Content starts

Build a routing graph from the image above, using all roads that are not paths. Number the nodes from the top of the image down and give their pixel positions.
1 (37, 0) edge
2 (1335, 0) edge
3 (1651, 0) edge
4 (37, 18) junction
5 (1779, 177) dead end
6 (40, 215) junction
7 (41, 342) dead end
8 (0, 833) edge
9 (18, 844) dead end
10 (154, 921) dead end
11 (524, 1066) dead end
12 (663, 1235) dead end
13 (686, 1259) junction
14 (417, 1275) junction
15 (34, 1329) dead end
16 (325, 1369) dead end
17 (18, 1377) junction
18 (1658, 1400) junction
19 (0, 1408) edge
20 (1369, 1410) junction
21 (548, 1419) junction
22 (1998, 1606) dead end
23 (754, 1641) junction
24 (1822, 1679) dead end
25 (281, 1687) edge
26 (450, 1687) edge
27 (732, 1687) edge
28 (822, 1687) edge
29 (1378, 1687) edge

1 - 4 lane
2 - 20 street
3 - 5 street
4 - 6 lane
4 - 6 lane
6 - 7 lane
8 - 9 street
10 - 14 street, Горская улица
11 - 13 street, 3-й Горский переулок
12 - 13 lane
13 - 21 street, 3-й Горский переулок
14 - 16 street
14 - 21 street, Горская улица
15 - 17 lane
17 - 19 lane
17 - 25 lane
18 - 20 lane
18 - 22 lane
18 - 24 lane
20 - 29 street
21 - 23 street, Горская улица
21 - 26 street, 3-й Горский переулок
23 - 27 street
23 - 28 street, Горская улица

Content ends

Word for word, reproduce every line of the data.

Build a routing graph from the image above, using all roads that are not paths. Number the nodes from the top of the image down and give their pixel positions.
1 (37, 0) edge
2 (1335, 0) edge
3 (1651, 0) edge
4 (37, 18) junction
5 (1779, 177) dead end
6 (40, 215) junction
7 (41, 342) dead end
8 (0, 833) edge
9 (18, 844) dead end
10 (154, 921) dead end
11 (524, 1066) dead end
12 (663, 1235) dead end
13 (686, 1259) junction
14 (417, 1275) junction
15 (34, 1329) dead end
16 (325, 1369) dead end
17 (18, 1377) junction
18 (1658, 1400) junction
19 (0, 1408) edge
20 (1369, 1410) junction
21 (548, 1419) junction
22 (1998, 1606) dead end
23 (754, 1641) junction
24 (1822, 1679) dead end
25 (281, 1687) edge
26 (450, 1687) edge
27 (732, 1687) edge
28 (822, 1687) edge
29 (1378, 1687) edge

1 - 4 lane
2 - 20 street
3 - 5 street
4 - 6 lane
4 - 6 lane
6 - 7 lane
8 - 9 street
10 - 14 street, Горская улица
11 - 13 street, 3-й Горский переулок
12 - 13 lane
13 - 21 street, 3-й Горский переулок
14 - 16 street
14 - 21 street, Горская улица
15 - 17 lane
17 - 19 lane
17 - 25 lane
18 - 20 lane
18 - 22 lane
18 - 24 lane
20 - 29 street
21 - 23 street, Горская улица
21 - 26 street, 3-й Горский переулок
23 - 27 street
23 - 28 street, Горская улица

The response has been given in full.